The response must consist of every record, restated word for word.

[Records contained in a dataset]
[Start of section]
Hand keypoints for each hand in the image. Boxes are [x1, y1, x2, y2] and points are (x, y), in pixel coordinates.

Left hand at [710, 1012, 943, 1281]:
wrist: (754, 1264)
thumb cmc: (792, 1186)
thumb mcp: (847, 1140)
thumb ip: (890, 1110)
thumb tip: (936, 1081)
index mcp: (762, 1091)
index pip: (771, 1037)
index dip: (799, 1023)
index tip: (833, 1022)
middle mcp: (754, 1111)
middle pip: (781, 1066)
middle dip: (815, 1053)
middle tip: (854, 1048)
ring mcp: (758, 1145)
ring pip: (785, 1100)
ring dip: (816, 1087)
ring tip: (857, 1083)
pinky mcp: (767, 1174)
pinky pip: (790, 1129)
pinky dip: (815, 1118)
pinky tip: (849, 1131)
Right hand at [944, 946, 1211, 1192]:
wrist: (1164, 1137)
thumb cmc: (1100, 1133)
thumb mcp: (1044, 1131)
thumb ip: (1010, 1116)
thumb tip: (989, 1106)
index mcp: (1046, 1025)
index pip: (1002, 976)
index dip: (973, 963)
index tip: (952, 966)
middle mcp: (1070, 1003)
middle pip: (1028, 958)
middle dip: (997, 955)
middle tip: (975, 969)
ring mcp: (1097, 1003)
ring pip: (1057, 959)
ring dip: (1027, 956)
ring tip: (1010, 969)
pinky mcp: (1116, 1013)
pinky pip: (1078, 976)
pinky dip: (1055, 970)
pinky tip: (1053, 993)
[End of section]
* _ANSWER AREA_:
Hand keypoints for each hand in the image. Boxes are [x1, y1, x2, y2] and points are (x, y), in pixel coordinates.

Left hand at [710, 1012, 943, 1281]:
wrist: (754, 1264)
thumb cmc: (792, 1186)
thumb mcp: (847, 1140)
thumb ip: (890, 1110)
thumb tip: (936, 1081)
index mcp: (762, 1091)
index pip: (771, 1037)
index dip: (799, 1023)
index tip: (833, 1022)
middle mcp: (754, 1111)
middle pip: (781, 1066)
middle dip: (815, 1053)
middle tip: (854, 1048)
ring mcp: (758, 1145)
ring pip: (785, 1100)
ring dip: (816, 1087)
ring tip: (857, 1083)
pinky mcp: (767, 1174)
pinky pip: (790, 1129)
pinky dip: (815, 1118)
pinky tip: (849, 1131)
Right hand at [944, 946, 1211, 1192]:
wrist: (1164, 1137)
thumb cmc: (1100, 1133)
thumb mcp: (1044, 1131)
thumb ip: (1010, 1116)
thumb tip: (989, 1106)
index mcp: (1046, 1025)
index pip: (1002, 976)
index dip: (973, 963)
index tip: (952, 966)
middle mcp: (1070, 1003)
middle pip: (1028, 958)
middle dip: (997, 955)
middle tip: (975, 969)
ring mcp: (1097, 1003)
ring pip: (1057, 959)
ring dip: (1027, 956)
ring tip: (1010, 969)
pinky mcp: (1116, 1013)
pinky pip: (1078, 976)
pinky dip: (1055, 970)
pinky tip: (1053, 993)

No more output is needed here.